Planète
Le lac Suwa, un sanctuaire shintoïste face à la disparition de son hiver


Au cœur des Alpes japonaises, un rituel séculaire lié au gel d’un lac devient l’indicateur silencieux d’une transformation climatique profonde, menaçant une tradition spirituelle et une archive scientifique unique.
À l’aube, dans le froid mordant de la préfecture de Nagano, un petit groupe se rassemble sur les rives du lac Suwa. Leur quête, menée par le prêtre shinto Kiyoshi Miyasaka, est immuable. Chaque hiver depuis des siècles, des gardiens du sanctuaire voisin de Yatsurugi scrutent la surface de l’eau à la recherche d’un phénomène nommé « Miwatari », la « Traversée du dieu ». Cette crête de glace, qui évoque l’échine d’un dragon, se forme lorsque le lac gèle entièrement et que la glace se fissure sous l’effet des écarts de température. Sa manifestation annonçait jadis la visite d’une divinité à son épouse, selon la croyance locale.
Aujourd’hui, cette apparition se fait de plus en plus rare. Les archives tenues méticuleusement depuis 1443, et de manière ininterrompue depuis 1683, en attestent. Alors que le phénomène survenait presque chaque hiver jusqu’aux années 1980, il est absent depuis huit saisons consécutives, égalant un record datant du XVIe siècle. Pour les fidèles comme pour les scientifiques, cette raréfaction est un signal sans équivoque. La formation de « Miwatari » nécessite en effet un gel complet et durable, condition qui exige plusieurs jours consécutifs à des températures inférieures à moins dix degrés Celsius, un seuil de moins en moins souvent atteint.

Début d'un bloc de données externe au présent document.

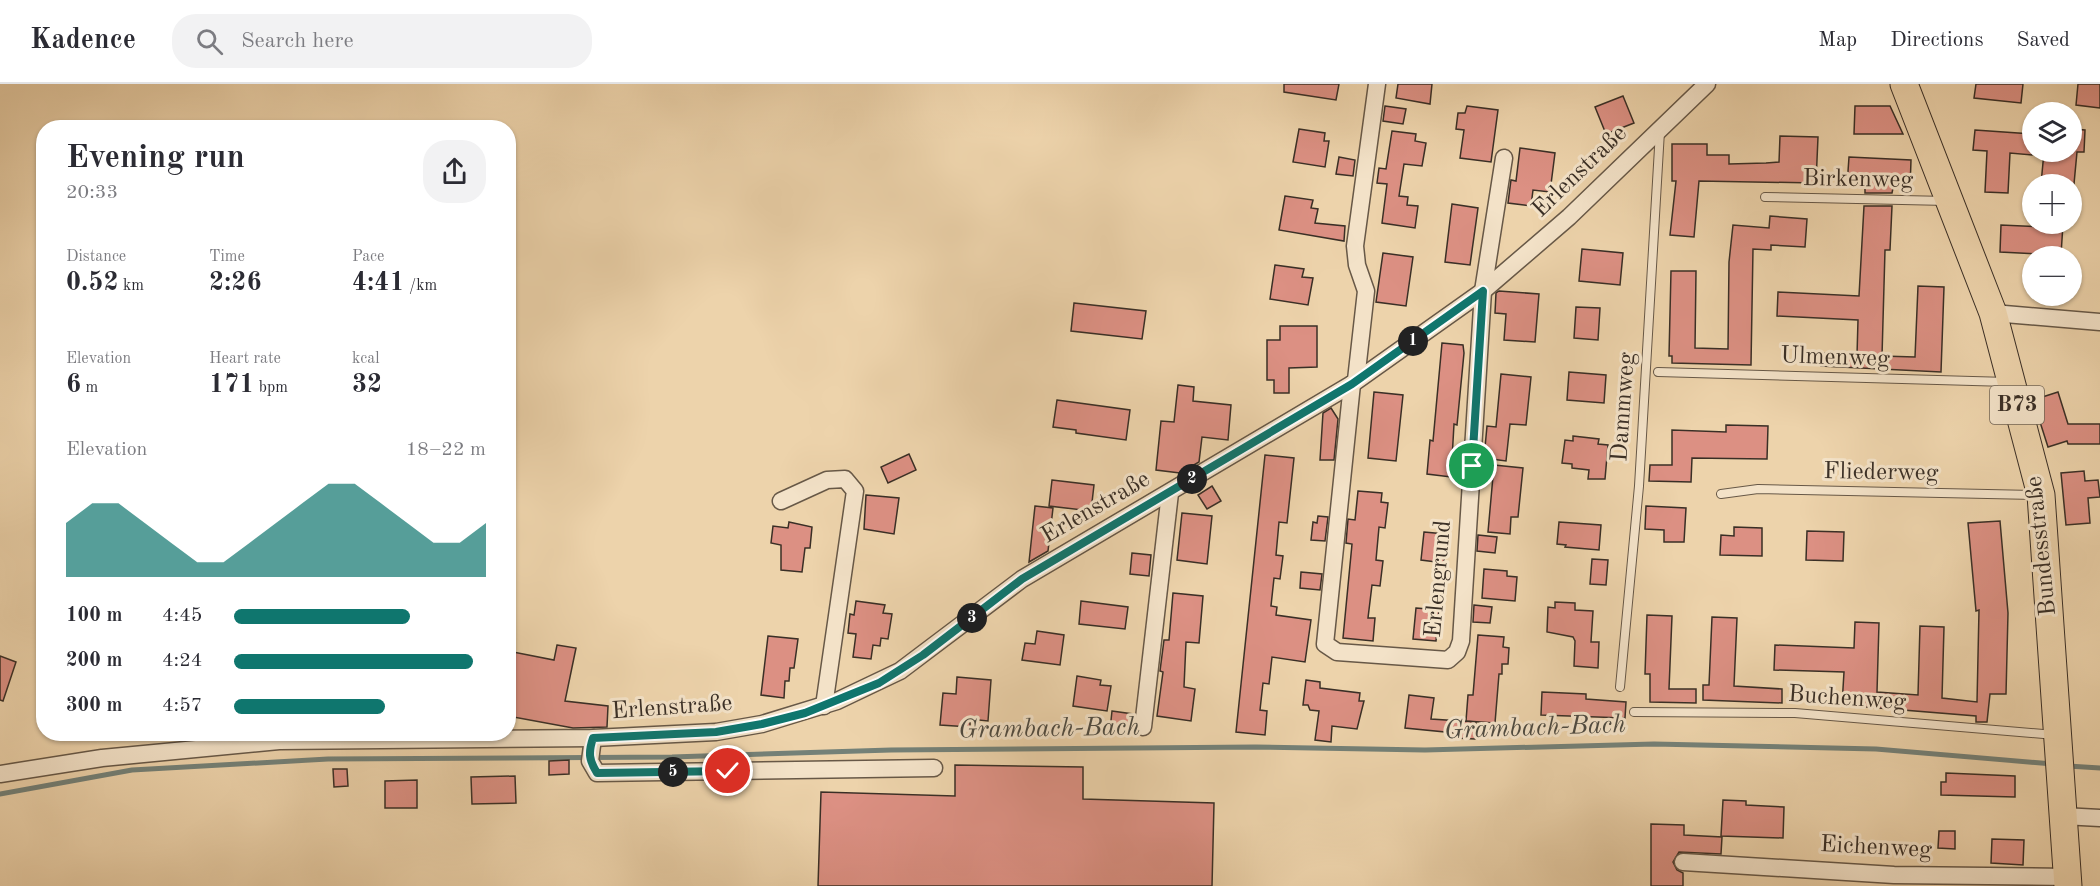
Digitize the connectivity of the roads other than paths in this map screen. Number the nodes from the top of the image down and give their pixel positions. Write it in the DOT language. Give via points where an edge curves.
graph roads {
  1 [pos="1377,84"];
  2 [pos="1707,84"];
  3 [pos="1904,84"];
  4 [pos="1660,128"];
  5 [pos="1504,158"];
  6 [pos="1765,197"];
  7 [pos="1950,201"];
  8 [pos="1483,291"];
  9 [pos="1993,313"];
  10 [pos="2100,322"];
  11 [pos="1658,372"];
  12 [pos="1354,382"];
  13 [pos="2011,382"];
  14 [pos="1170,493"];
  15 [pos="1721,494"];
  16 [pos="2040,495"];
  17 [pos="781,501"];
  18 [pos="1620,687"];
  19 [pos="824,706"];
  20 [pos="1634,712"];
  21 [pos="1143,727"];
  22 [pos="279,741"];
  23 [pos="452,741"];
  24 [pos="2058,742"];
  25 [pos="591,750"];
  26 [pos="934,768"];
  27 [pos="0,774"];
  28 [pos="2063,816"];
  29 [pos="2100,818"];
  30 [pos="1683,862"];
  31 [pos="2068,882"];
  1 -- 12 [label="street" via="1355,246 1365,291"];
  2 -- 4 [label="street, Erlenstraße"];
  3 -- 7 [label="main road, Bundesstraße / B73"];
  4 -- 8 [label="street, Erlenstraße" via="1569,217"];
  4 -- 18 [label="lane, Dammweg" via="1639,486"];
  5 -- 8 [label="street, Erlenstraße"];
  6 -- 7 [label="lane, Birkenweg"];
  7 -- 9 [label="main road, Bundesstraße / B73"];
  8 -- 12 [label="street, Erlenstraße"];
  8 -- 12 [label="street, Erlengrund" via="1461,641 1448,660 1337,652 1325,644"];
  9 -- 10 [label="street"];
  9 -- 13 [label="main road, Bundesstraße / B73"];
  11 -- 13 [label="lane, Ulmenweg"];
  12 -- 14 [label="street, Erlenstraße"];
  13 -- 16 [label="main road, Bundesstraße / B73"];
  14 -- 19 [label="street, Erlenstraße" via="1022,579 900,671"];
  14 -- 21 [label="street"];
  15 -- 16 [label="lane, Fliederweg" via="1758,489"];
  16 -- 24 [label="main road, Bundesstraße / B73"];
  17 -- 19 [label="street" via="827,480 845,480 855,491"];
  19 -- 25 [label="street, Erlenstraße" via="762,724"];
  20 -- 24 [label="lane, Buchenweg" via="1795,713"];
  22 -- 27 [label="street, Erlenstraße" via="102,758"];
  23 -- 25 [label="street, Erlenstraße"];
  24 -- 28 [label="main road, Bundesstraße / B73"];
  25 -- 26 [label="street, Erlenstraße" via="597,773"];
  28 -- 29 [label="street"];
  28 -- 31 [label="main road, Bundesstraße / B73"];
  30 -- 31 [label="street, Eichenweg"];
}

Ces registres ancestraux constituent une source de données climatiques d’une valeur inestimable pour la communauté scientifique internationale. Ils offrent une série d’observations homogènes sur plusieurs siècles en un même lieu, un cas unique au monde. Les chercheurs y voient une preuve tangible de l’évolution du climat. Le professeur Takehiko Mikami, qui a étudié le phénomène, souligne que la longue absence actuelle suggère une accélération du réchauffement. Il craint que, si la tendance se poursuit, la « Traversée du dieu » ne devienne à jamais un souvenir.
Pour le prêtre Miyasaka, qui n’a pu célébrer le rituel sacré sur la glace que onze fois en plus de quarante ans de service, cette disparition progressive est une épreuve. Le lac, autrefois régulièrement pris par les glaces, reste désormais le plus souvent une « mer ouverte » durant l’hiver. La cérémonie, qui scellait la communion entre les hommes et les kami, les divinités shinto, perd ainsi son support physique. La fonte précoce observée fin janvier dernier, après un bref espoir de gel, est venue rappeler la fragilité de cette tradition face aux bouleversements en cours. Le lac Suwa, miroir des croyances et du climat, enregistre ainsi, année après année, la transformation silencieuse d’un monde.